__Work request__:
Pull every line that holds the word "Gomide" from the entries.

__Extracted information__:
[Start of Attachment]
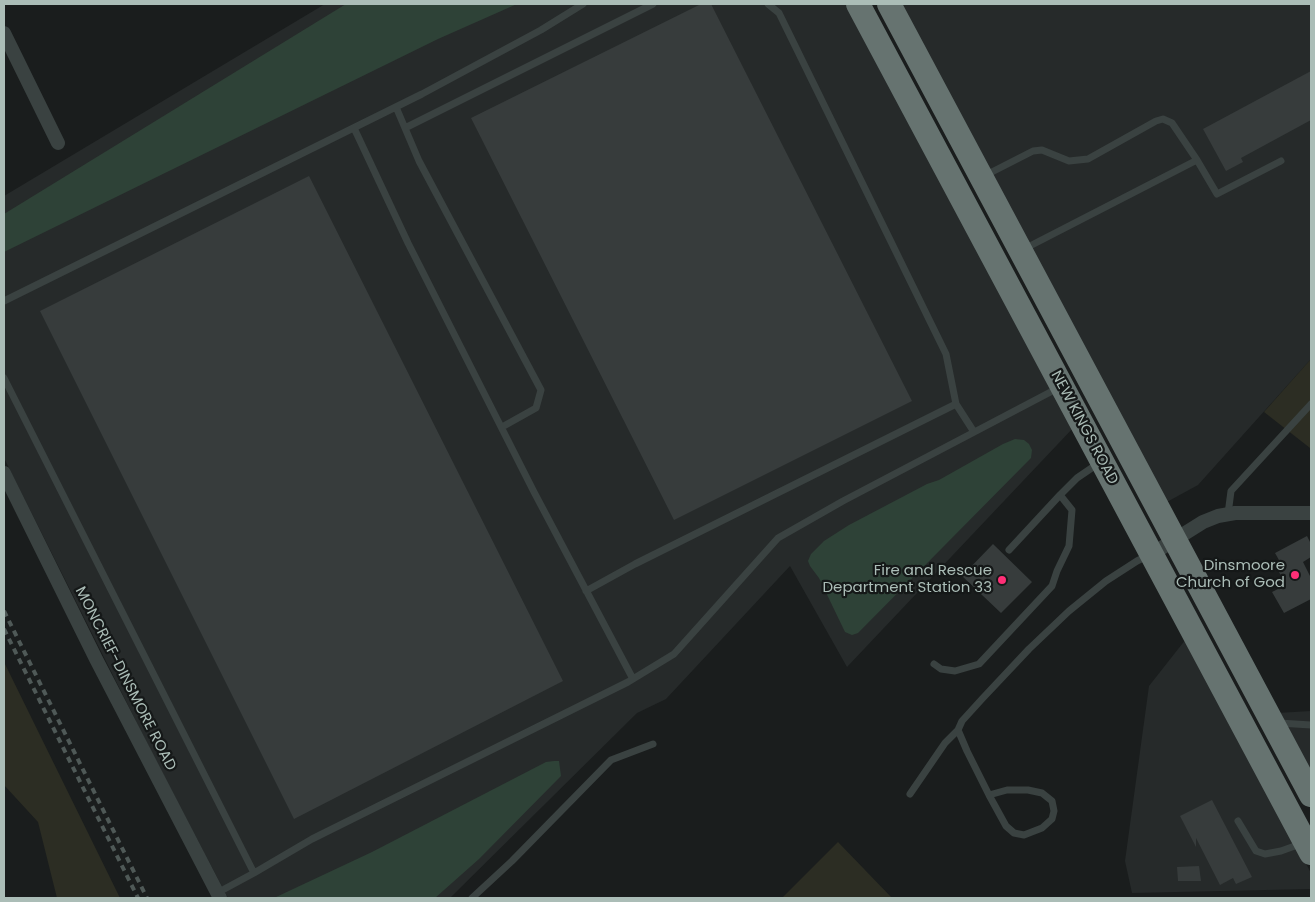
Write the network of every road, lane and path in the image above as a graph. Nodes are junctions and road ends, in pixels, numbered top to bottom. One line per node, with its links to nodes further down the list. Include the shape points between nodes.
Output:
1 (583, 4): 7 (lane, via 541,30)
2 (653, 4): 9 (lane)
3 (768, 4): 18 (lane, via 779,13 946,354)
4 (858, 4): 17 (highway, NEW KINGS ROAD)
5 (889, 4): 13 (highway, NEW KINGS ROAD)
6 (4, 33): 10 (street)
7 (396, 107): 8 (lane); 9 (lane)
8 (354, 128): 15 (lane); 20 (lane)
9 (405, 128): 20 (lane, via 541,390 536,408)
10 (58, 143)
11 (1197, 160): 12 (lane, via 1217,194); 13 (lane, via 1172,123 1163,119 1088,158 1069,161 1042,150 1033,151); 14 (lane)
12 (1281, 161)
13 (982, 177): 14 (highway, NEW KINGS ROAD)
14 (1021, 251): 22 (highway, NEW KINGS ROAD)
15 (4, 301)
16 (4, 378): 43 (lane)
17 (1062, 386): 21 (lane); 23 (highway, NEW KINGS ROAD)
18 (956, 404): 21 (lane); 31 (lane)
19 (1311, 404): 27 (lane, via 1231,491)
20 (502, 427): 31 (lane)
21 (974, 432): 33 (lane, via 778,538 674,654)
22 (1124, 443): 23 (street); 28 (highway, NEW KINGS ROAD)
23 (1102, 460): 25 (lane, via 1076,478); 30 (highway, NEW KINGS ROAD)
24 (4, 473): 44 (street, MONCRIEF-DINSMORE ROAD)
25 (1060, 495): 29 (lane); 32 (lane, via 1072,510 1069,546 1052,586 979,664 955,670 941,669)
26 (1311, 513): 27 (street)
27 (1228, 514): 28 (street, via 1202,522)
28 (1175, 539): 30 (street); 34 (highway, NEW KINGS ROAD)
29 (1009, 550)
30 (1152, 554): 36 (lane, via 1106,581 1069,611 982,699); 42 (highway, NEW KINGS ROAD)
31 (586, 591): 33 (lane)
32 (934, 664)
33 (633, 679): 43 (lane, via 312,838)
34 (1273, 723): 35 (lane); 40 (highway, NEW KINGS ROAD)
35 (1311, 724)
36 (958, 730): 38 (lane, via 945,742); 39 (lane)
37 (653, 744): 45 (lane, via 611,760)
38 (910, 794)
39 (989, 795): 39 (lane, via 1006,826 1014,833 1024,835 1042,828 1052,819 1052,801 1042,793 1008,790)
40 (1311, 795)
41 (1238, 821): 42 (lane, via 1256,850 1265,854)
42 (1308, 847)
43 (254, 874): 44 (lane)
44 (219, 896)
45 (472, 898)

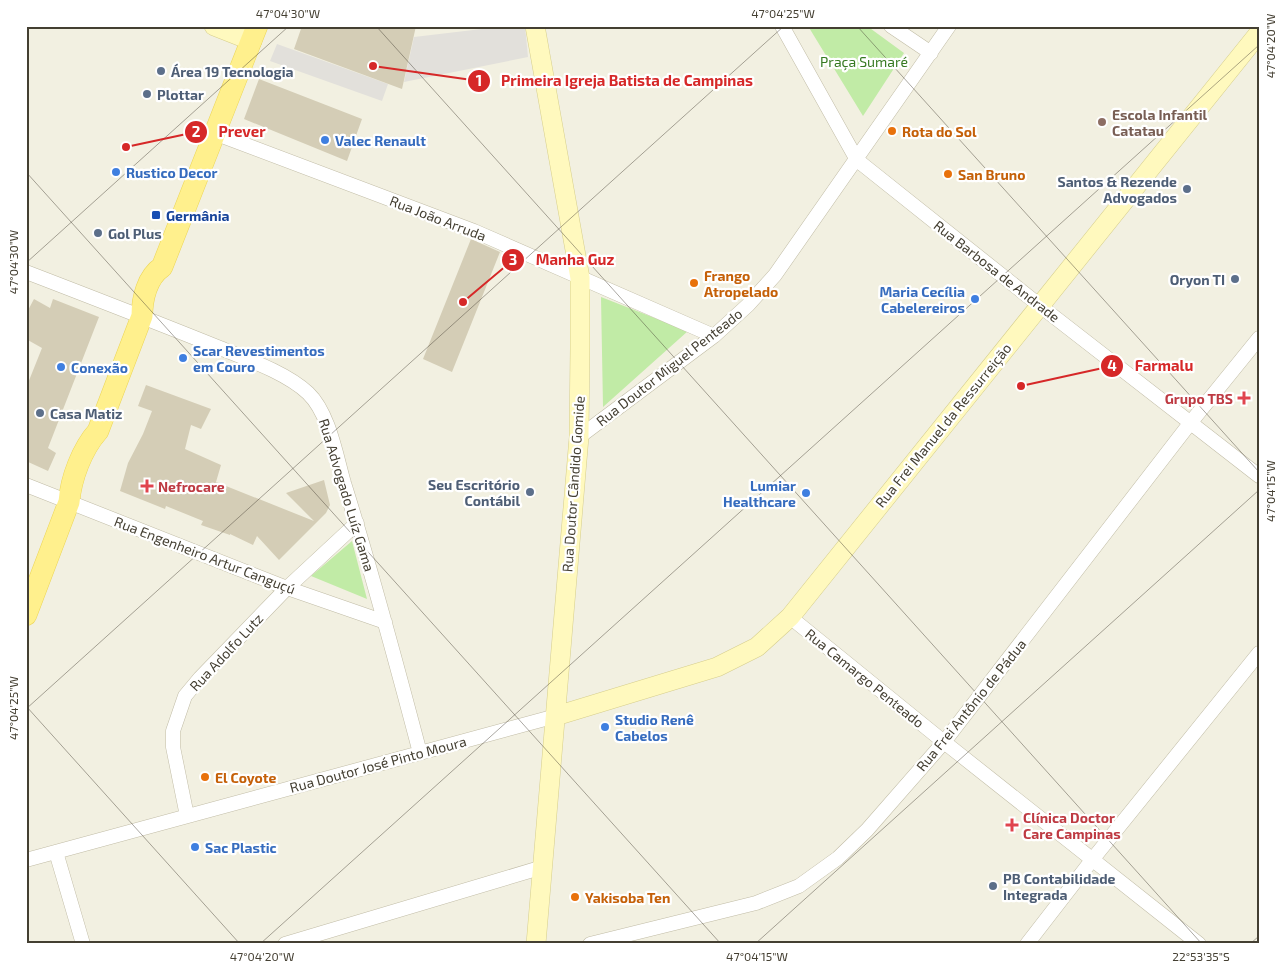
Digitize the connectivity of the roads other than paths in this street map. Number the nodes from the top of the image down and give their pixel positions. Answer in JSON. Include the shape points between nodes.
{"nodes":[{"id":1,"x":214,"y":26,"type":"edge"},
{"id":2,"x":535,"y":26,"type":"edge"},
{"id":3,"x":782,"y":26,"type":"edge"},
{"id":4,"x":891,"y":26,"type":"edge"},
{"id":5,"x":949,"y":26,"type":"edge"},
{"id":6,"x":1259,"y":33,"type":"edge"},
{"id":7,"x":255,"y":34,"type":"edge"},
{"id":8,"x":931,"y":53,"type":"junction"},
{"id":9,"x":214,"y":133,"type":"junction"},
{"id":10,"x":857,"y":160,"type":"junction"},
{"id":11,"x":26,"y":272,"type":"edge"},
{"id":12,"x":580,"y":278,"type":"junction"},
{"id":13,"x":1039,"y":305,"type":"junction"},
{"id":14,"x":142,"y":316,"type":"junction"},
{"id":15,"x":714,"y":336,"type":"junction"},
{"id":16,"x":1259,"y":338,"type":"edge"},
{"id":17,"x":1191,"y":422,"type":"junction"},
{"id":18,"x":578,"y":436,"type":"junction"},
{"id":19,"x":1259,"y":476,"type":"edge"},
{"id":20,"x":26,"y":485,"type":"edge"},
{"id":21,"x":69,"y":502,"type":"junction"},
{"id":22,"x":357,"y":523,"type":"junction"},
{"id":23,"x":287,"y":588,"type":"junction"},
{"id":24,"x":26,"y":615,"type":"edge"},
{"id":25,"x":790,"y":616,"type":"junction"},
{"id":26,"x":385,"y":622,"type":"junction"},
{"id":27,"x":1259,"y":653,"type":"edge"},
{"id":28,"x":556,"y":716,"type":"junction"},
{"id":29,"x":944,"y":742,"type":"junction"},
{"id":30,"x":420,"y":753,"type":"junction"},
{"id":31,"x":187,"y":816,"type":"junction"},
{"id":32,"x":56,"y":852,"type":"junction"},
{"id":33,"x":26,"y":860,"type":"edge"},
{"id":34,"x":1092,"y":860,"type":"junction"},
{"id":35,"x":543,"y":867,"type":"junction"},
{"id":36,"x":83,"y":944,"type":"edge"},
{"id":37,"x":285,"y":944,"type":"edge"},
{"id":38,"x":536,"y":944,"type":"edge"},
{"id":39,"x":590,"y":944,"type":"edge"},
{"id":40,"x":1027,"y":944,"type":"edge"},
{"id":41,"x":1199,"y":944,"type":"edge"}],
"edges":[{"from":1,"to":7,"type":"main road"},
{"from":2,"to":12,"type":"main road","name":"Rua Doutor Cândido Gomide"},
{"from":3,"to":10,"type":"street","name":"Rua Barbosa de Andrade"},
{"from":4,"to":8,"type":"street"},
{"from":5,"to":8,"type":"street","name":"Rua Doutor Miguel Penteado"},
{"from":6,"to":13,"type":"main road","name":"Rua Frei Manuel da Ressurreição"},
{"from":7,"to":9,"type":"main road"},
{"from":8,"to":10,"type":"street","name":"Rua Doutor Miguel Penteado"},
{"from":9,"to":12,"type":"street","name":"Rua João Arruda","via":[[474,230]]},
{"from":9,"to":14,"type":"main road","via":[[162,267],[165,277],[152,308]]},
{"from":10,"to":13,"type":"street","name":"Rua Barbosa de Andrade"},
{"from":10,"to":15,"type":"street","name":"Rua Doutor Miguel Penteado","via":[[775,275]]},
{"from":11,"to":14,"type":"street","name":"Rua Advogado Luíz Gama"},
{"from":12,"to":15,"type":"street","name":"Rua João Arruda"},
{"from":12,"to":18,"type":"main road","name":"Rua Doutor Cândido Gomide"},
{"from":13,"to":17,"type":"street","name":"Rua Barbosa de Andrade"},
{"from":13,"to":25,"type":"main road","name":"Rua Frei Manuel da Ressurreição"},
{"from":14,"to":21,"type":"main road","via":[[98,431],[89,441],[77,469]]},
{"from":14,"to":22,"type":"street","name":"Rua Advogado Luíz Gama","via":[[268,368],[306,391],[324,417]]},
{"from":15,"to":18,"type":"street","name":"Rua Doutor Miguel Penteado"},
{"from":16,"to":17,"type":"street","name":"Rua Frei Antônio de Pádua"},
{"from":17,"to":19,"type":"street","name":"Rua Barbosa de Andrade"},
{"from":17,"to":29,"type":"street","name":"Rua Frei Antônio de Pádua"},
{"from":18,"to":28,"type":"main road","name":"Rua Doutor Cândido Gomide"},
{"from":20,"to":21,"type":"street","name":"Rua Engenheiro Artur Canguçú"},
{"from":21,"to":23,"type":"street","name":"Rua Engenheiro Artur Canguçú"},
{"from":21,"to":24,"type":"main road"},
{"from":22,"to":23,"type":"street","name":"Rua Adolfo Lutz"},
{"from":22,"to":26,"type":"street","name":"Rua Advogado Luíz Gama"},
{"from":23,"to":26,"type":"street","name":"Rua Engenheiro Artur Canguçú"},
{"from":23,"to":31,"type":"street","name":"Rua Adolfo Lutz","via":[[185,696],[173,731],[173,747]]},
{"from":25,"to":28,"type":"main road","name":"Rua Frei Manuel da Ressurreição","via":[[757,647],[718,667]]},
{"from":25,"to":29,"type":"street","name":"Rua Camargo Penteado"},
{"from":26,"to":30,"type":"street","name":"Rua Advogado Luíz Gama"},
{"from":27,"to":34,"type":"street"},
{"from":28,"to":30,"type":"street","name":"Rua Doutor José Pinto Moura"},
{"from":28,"to":35,"type":"main road","name":"Rua Doutor Cândido Gomide"},
{"from":29,"to":34,"type":"street","name":"Rua Camargo Penteado"},
{"from":29,"to":39,"type":"street","name":"Rua Frei Antônio de Pádua","via":[[867,830],[838,858],[799,886],[756,903]]},
{"from":30,"to":31,"type":"street","name":"Rua Doutor José Pinto Moura"},
{"from":31,"to":32,"type":"street","name":"Rua Doutor José Pinto Moura"},
{"from":32,"to":33,"type":"street","name":"Rua Doutor José Pinto Moura"},
{"from":32,"to":36,"type":"street"},
{"from":34,"to":40,"type":"street"},
{"from":34,"to":41,"type":"street","name":"Rua Camargo Penteado"},
{"from":35,"to":37,"type":"street"},
{"from":35,"to":38,"type":"main road","name":"Rua Doutor Cândido Gomide"}]}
[End of Attachment]
__Solution for this exercise__:
{"from":2,"to":12,"type":"main road","name":"Rua Doutor Cândido Gomide"},
{"from":12,"to":18,"type":"main road","name":"Rua Doutor Cândido Gomide"},
{"from":18,"to":28,"type":"main road","name":"Rua Doutor Cândido Gomide"},
{"from":28,"to":35,"type":"main road","name":"Rua Doutor Cândido Gomide"},
{"from":35,"to":38,"type":"main road","name":"Rua Doutor Cândido Gomide"}]}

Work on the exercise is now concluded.